What to work on - Please restate the data below word for word, omitting all images.

Dataset content -
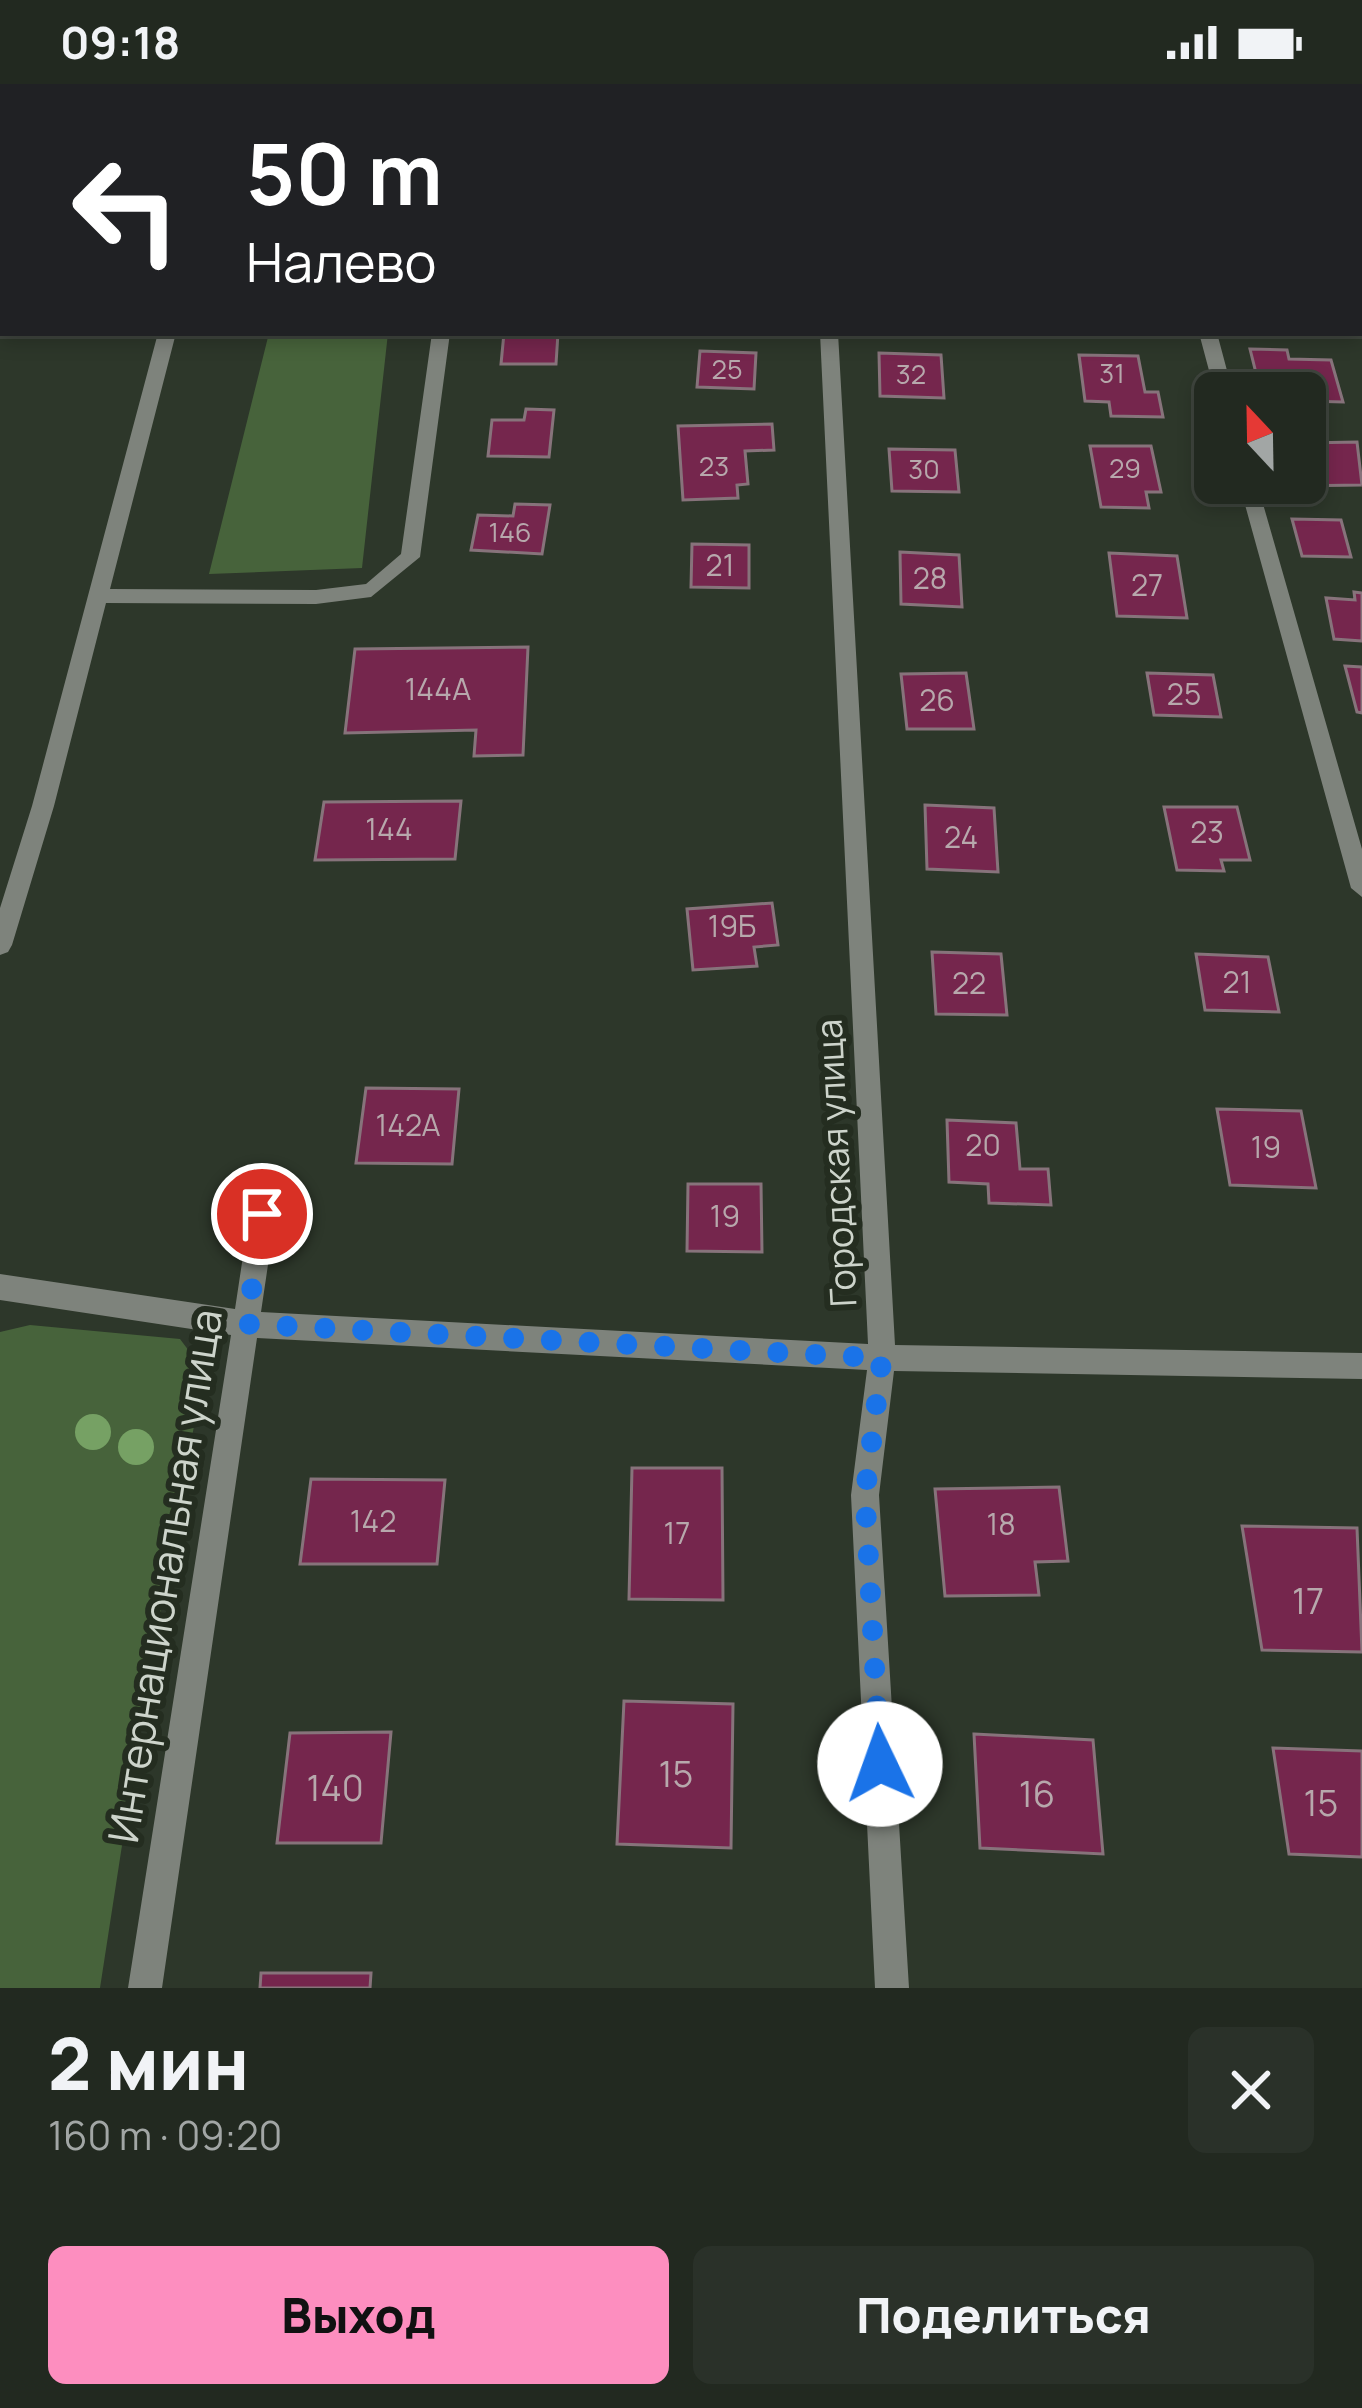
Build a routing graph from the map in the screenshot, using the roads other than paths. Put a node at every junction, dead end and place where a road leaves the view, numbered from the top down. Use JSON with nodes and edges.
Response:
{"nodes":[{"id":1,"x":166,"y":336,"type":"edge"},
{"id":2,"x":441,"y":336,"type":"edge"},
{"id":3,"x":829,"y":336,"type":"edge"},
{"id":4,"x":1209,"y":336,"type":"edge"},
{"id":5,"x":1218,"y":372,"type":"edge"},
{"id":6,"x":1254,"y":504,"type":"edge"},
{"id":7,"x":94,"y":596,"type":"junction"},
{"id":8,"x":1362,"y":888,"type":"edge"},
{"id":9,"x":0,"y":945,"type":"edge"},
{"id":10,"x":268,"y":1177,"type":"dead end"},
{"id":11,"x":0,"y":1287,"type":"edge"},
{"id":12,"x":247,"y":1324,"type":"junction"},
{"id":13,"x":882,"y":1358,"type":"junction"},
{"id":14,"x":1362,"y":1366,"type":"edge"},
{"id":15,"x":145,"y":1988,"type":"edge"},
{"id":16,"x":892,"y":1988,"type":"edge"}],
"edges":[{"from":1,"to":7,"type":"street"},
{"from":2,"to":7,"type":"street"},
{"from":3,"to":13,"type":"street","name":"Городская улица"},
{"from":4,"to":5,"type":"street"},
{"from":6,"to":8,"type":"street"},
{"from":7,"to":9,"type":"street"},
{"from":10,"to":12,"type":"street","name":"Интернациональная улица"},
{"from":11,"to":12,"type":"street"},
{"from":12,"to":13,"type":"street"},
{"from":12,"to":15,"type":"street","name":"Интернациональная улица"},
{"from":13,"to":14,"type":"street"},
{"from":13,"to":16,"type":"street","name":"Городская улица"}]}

Solution to this problem -
Build a routing graph from the map in the screenshot, using the roads other than paths. Put a node at every junction, dead end and place where a road leaves the view, numbered from the top down. Use JSON with nodes and edges.
Response:
{"nodes":[{"id":1,"x":166,"y":336,"type":"edge"},
{"id":2,"x":441,"y":336,"type":"edge"},
{"id":3,"x":829,"y":336,"type":"edge"},
{"id":4,"x":1209,"y":336,"type":"edge"},
{"id":5,"x":1218,"y":372,"type":"edge"},
{"id":6,"x":1254,"y":504,"type":"edge"},
{"id":7,"x":94,"y":596,"type":"junction"},
{"id":8,"x":1362,"y":888,"type":"edge"},
{"id":9,"x":0,"y":945,"type":"edge"},
{"id":10,"x":268,"y":1177,"type":"dead end"},
{"id":11,"x":0,"y":1287,"type":"edge"},
{"id":12,"x":247,"y":1324,"type":"junction"},
{"id":13,"x":882,"y":1358,"type":"junction"},
{"id":14,"x":1362,"y":1366,"type":"edge"},
{"id":15,"x":145,"y":1988,"type":"edge"},
{"id":16,"x":892,"y":1988,"type":"edge"}],
"edges":[{"from":1,"to":7,"type":"street"},
{"from":2,"to":7,"type":"street"},
{"from":3,"to":13,"type":"street","name":"Городская улица"},
{"from":4,"to":5,"type":"street"},
{"from":6,"to":8,"type":"street"},
{"from":7,"to":9,"type":"street"},
{"from":10,"to":12,"type":"street","name":"Интернациональная улица"},
{"from":11,"to":12,"type":"street"},
{"from":12,"to":13,"type":"street"},
{"from":12,"to":15,"type":"street","name":"Интернациональная улица"},
{"from":13,"to":14,"type":"street"},
{"from":13,"to":16,"type":"street","name":"Городская улица"}]}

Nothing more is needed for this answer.